Naarmate de gehele mensheid steeds verder in de tijd van het einde komt, worden de toestanden van de laatste dagen steeds moeilijker om door te komen en steeds kritieker (Luk. 21:25, 26; 2 Tim. 3:1-5). Deze verschrikkelijke omstandigheden beklemtonen hoe noodzakelijk het is dat alle mensen de hulp aanvaarden waarin Jehovah door middel van zijn Woord, zijn geest en de organisatie van zijn getrouwe volk voorziet. Deze hulp via de wereldomvattende gemeente van Jehovah’s Getuigen is noodzakelijk voor een ieder die Jehovah succesvol wil dienen. Op dit punt in de menselijke aangelegenheden is het voor wie maar ook, of men nu een belijdend christen is of niet, onmogelijk om onafhankelijk te zijn van de ene organisatie die in overeenstemming met Psalm 145 en, in feite, in overeenstemming met de gehele Schrift, over de gehele wereld getuigenis aflegt van Jehovah, zijn goedheid en zijn oppermacht.
De ontwikkelingen die door middel van dit korte verslag zijn aangeroerd, zijn betekenisvol als een onderdeel van de „tekenen der tijden” (Matth. 16:1-4). Wij stellen het op prijs dat jullie het verslag lezen en zoals wij aan het begin hebben gezegd, hopen wij dat jullie dit met belangstelling hebben gedaan en er veel profijt van getrokken hebben. Wij vertrouwen erop dat de Koninkrijksboodschap een zegen en een troost voor jullie zal zijn, zodat jullie hoop met betrekking tot Jehovah’s voorzieningen wordt gesterkt en jullie waardering voor datgene wat Jehovah’s Getuigen over de gehele aarde doen, wordt vergroot.

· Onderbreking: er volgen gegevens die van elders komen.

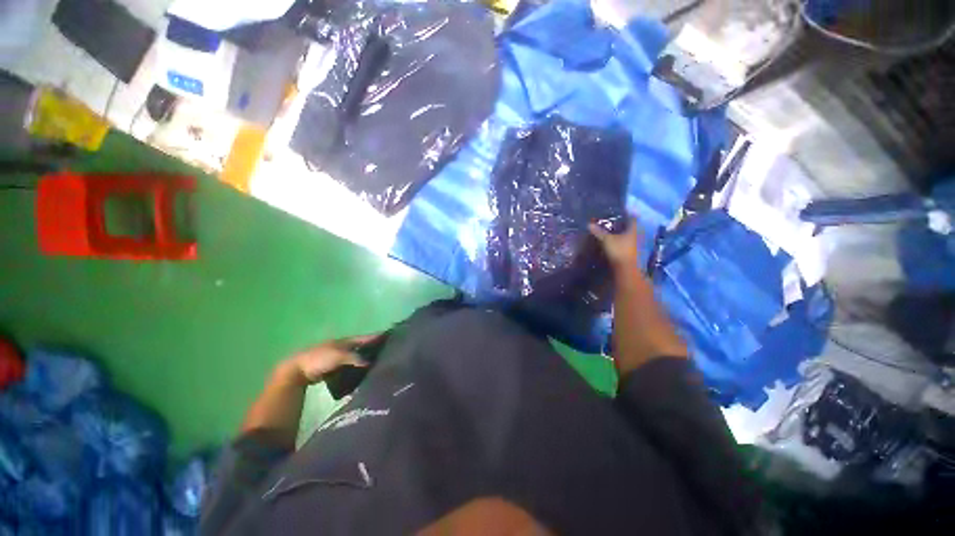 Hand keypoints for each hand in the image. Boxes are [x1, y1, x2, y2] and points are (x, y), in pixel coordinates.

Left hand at [279, 334, 379, 385]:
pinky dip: (356, 367)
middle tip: (386, 351)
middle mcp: (343, 346)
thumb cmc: (319, 359)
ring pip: (355, 356)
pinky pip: (349, 365)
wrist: (297, 370)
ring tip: (377, 363)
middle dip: (372, 347)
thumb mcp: (339, 356)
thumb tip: (370, 363)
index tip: (389, 336)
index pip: (364, 337)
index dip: (376, 337)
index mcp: (345, 341)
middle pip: (361, 346)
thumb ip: (355, 358)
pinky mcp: (332, 366)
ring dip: (364, 358)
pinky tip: (361, 372)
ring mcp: (337, 356)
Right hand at [589, 218, 640, 271]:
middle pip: (631, 228)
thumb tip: (588, 224)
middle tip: (614, 221)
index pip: (632, 219)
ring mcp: (634, 246)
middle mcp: (636, 236)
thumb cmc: (619, 250)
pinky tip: (613, 242)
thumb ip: (599, 231)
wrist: (626, 269)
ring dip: (622, 234)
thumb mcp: (607, 240)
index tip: (621, 211)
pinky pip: (625, 244)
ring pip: (628, 236)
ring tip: (612, 231)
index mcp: (633, 230)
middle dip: (623, 224)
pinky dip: (620, 242)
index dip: (628, 214)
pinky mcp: (630, 254) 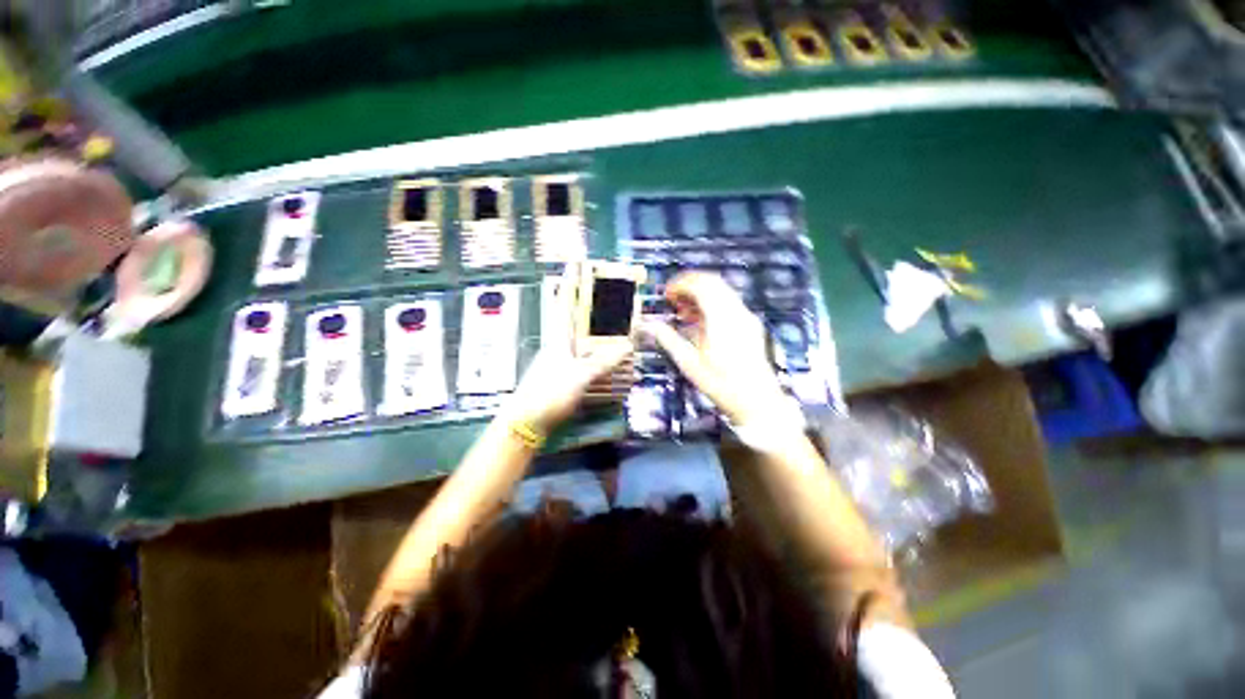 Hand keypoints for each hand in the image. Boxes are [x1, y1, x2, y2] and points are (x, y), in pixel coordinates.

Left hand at [502, 266, 633, 433]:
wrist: (527, 422)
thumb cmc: (547, 394)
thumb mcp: (577, 376)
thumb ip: (602, 361)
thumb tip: (627, 345)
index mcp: (558, 336)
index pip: (565, 301)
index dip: (570, 280)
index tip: (576, 261)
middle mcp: (561, 343)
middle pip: (578, 315)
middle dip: (592, 301)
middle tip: (611, 291)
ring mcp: (565, 359)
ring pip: (585, 336)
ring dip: (600, 327)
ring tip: (618, 320)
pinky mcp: (569, 374)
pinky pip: (589, 356)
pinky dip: (601, 352)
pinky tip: (612, 355)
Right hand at [640, 272, 786, 424]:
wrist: (758, 401)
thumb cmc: (722, 386)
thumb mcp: (690, 365)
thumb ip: (669, 340)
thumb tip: (650, 325)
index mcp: (721, 319)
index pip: (701, 285)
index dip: (680, 284)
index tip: (666, 294)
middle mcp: (736, 312)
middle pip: (713, 282)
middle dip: (690, 285)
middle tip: (673, 300)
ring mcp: (746, 317)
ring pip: (722, 291)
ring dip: (700, 294)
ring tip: (683, 313)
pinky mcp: (750, 325)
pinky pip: (729, 302)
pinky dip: (712, 304)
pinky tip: (700, 322) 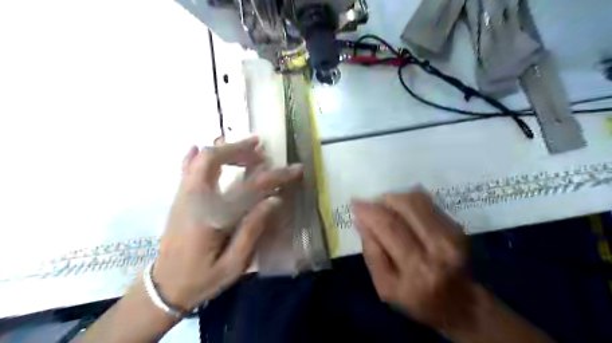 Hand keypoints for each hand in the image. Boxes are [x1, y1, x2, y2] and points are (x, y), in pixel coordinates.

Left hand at [149, 136, 300, 310]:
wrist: (163, 289)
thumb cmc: (201, 279)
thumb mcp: (233, 264)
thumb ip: (252, 230)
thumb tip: (274, 200)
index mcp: (211, 217)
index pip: (249, 188)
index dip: (275, 176)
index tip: (295, 169)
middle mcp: (193, 200)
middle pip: (213, 160)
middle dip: (239, 149)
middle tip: (262, 150)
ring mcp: (182, 197)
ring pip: (200, 160)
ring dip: (225, 150)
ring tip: (248, 149)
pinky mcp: (179, 199)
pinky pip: (186, 169)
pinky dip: (195, 156)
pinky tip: (199, 147)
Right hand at [354, 192, 477, 330]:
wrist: (461, 304)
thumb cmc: (417, 299)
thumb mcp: (385, 286)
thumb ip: (371, 253)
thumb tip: (361, 221)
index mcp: (417, 267)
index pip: (388, 226)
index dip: (369, 210)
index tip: (355, 203)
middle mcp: (437, 245)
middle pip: (404, 205)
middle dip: (381, 199)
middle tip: (370, 204)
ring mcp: (451, 233)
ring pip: (416, 199)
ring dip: (395, 198)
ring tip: (385, 207)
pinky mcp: (456, 226)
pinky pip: (427, 202)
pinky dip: (409, 202)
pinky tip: (402, 212) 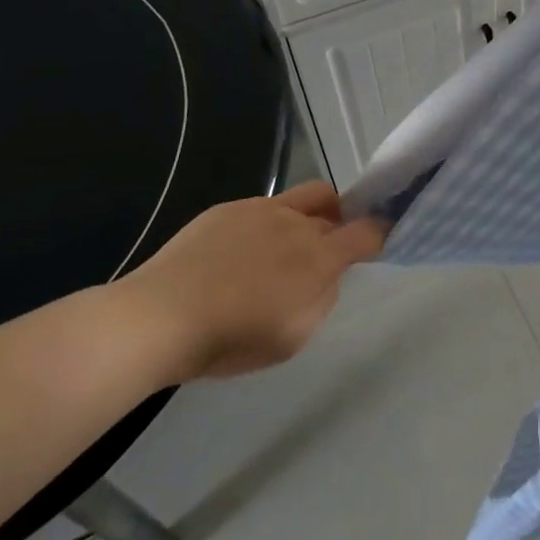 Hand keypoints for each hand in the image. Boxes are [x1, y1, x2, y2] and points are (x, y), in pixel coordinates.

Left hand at [114, 182, 386, 383]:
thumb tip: (327, 276)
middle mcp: (295, 222)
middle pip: (335, 204)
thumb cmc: (230, 339)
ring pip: (300, 200)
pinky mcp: (227, 208)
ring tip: (278, 254)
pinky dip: (266, 226)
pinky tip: (239, 257)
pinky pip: (262, 209)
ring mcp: (259, 209)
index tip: (380, 240)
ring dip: (304, 220)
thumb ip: (322, 299)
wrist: (159, 317)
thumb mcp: (293, 337)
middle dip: (341, 220)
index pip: (367, 231)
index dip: (380, 232)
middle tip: (327, 248)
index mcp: (318, 256) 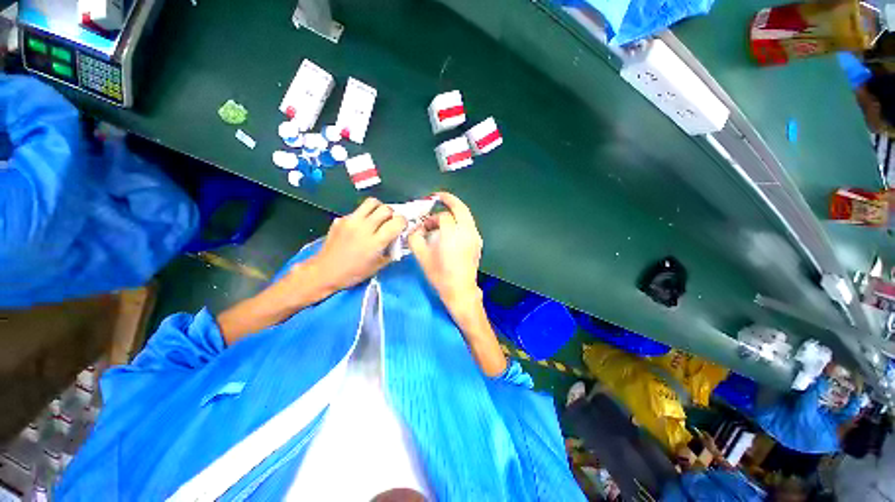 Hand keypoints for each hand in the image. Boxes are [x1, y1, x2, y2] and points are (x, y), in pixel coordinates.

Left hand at [302, 198, 405, 294]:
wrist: (325, 271)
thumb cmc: (354, 273)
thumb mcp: (378, 265)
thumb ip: (392, 250)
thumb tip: (400, 239)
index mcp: (375, 242)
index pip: (397, 222)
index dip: (403, 222)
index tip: (402, 227)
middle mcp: (364, 228)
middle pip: (386, 208)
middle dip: (392, 214)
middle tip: (390, 222)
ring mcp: (351, 221)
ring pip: (371, 202)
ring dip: (379, 208)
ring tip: (378, 218)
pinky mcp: (341, 219)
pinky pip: (358, 210)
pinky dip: (364, 215)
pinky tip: (361, 227)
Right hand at [409, 192, 505, 375]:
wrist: (460, 290)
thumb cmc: (440, 275)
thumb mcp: (421, 257)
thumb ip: (415, 238)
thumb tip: (416, 229)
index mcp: (452, 234)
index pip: (442, 217)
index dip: (431, 219)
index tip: (424, 227)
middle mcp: (466, 232)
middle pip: (461, 208)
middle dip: (450, 200)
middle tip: (439, 196)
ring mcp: (475, 237)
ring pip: (467, 215)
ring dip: (456, 210)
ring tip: (445, 210)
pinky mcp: (478, 242)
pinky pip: (470, 224)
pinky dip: (461, 220)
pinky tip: (453, 226) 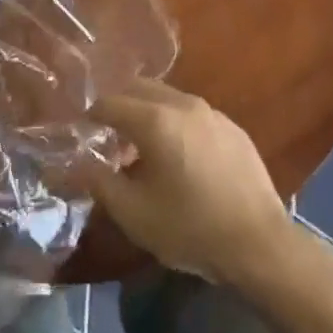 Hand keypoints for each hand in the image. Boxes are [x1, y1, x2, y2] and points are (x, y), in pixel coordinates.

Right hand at [86, 77, 296, 286]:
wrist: (259, 243)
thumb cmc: (190, 228)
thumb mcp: (134, 213)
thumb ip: (98, 182)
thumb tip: (72, 165)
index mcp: (155, 120)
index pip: (110, 102)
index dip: (91, 115)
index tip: (81, 130)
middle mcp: (183, 104)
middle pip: (140, 89)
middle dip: (119, 105)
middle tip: (107, 135)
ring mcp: (212, 112)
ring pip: (168, 97)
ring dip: (148, 112)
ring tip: (141, 148)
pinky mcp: (232, 126)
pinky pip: (192, 113)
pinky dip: (174, 122)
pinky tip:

Als Jehovah’s Getuigen genieten wij grote voorrechten. Dat wij deze voorrechten hebben aangegrepen, is gedurende het afgelopen jaar beslist niet tevergeefs geweest
en zal ook in de voor ons liggende tijd niet tevergeefs zijn.Weest verzekerd van onze liefdevolle belangstelling voor jullie en de gehele broederschap overal op deze aarde, die Jehovah op zijn bestemde tijd tot zijn lof heerlijk zal maken.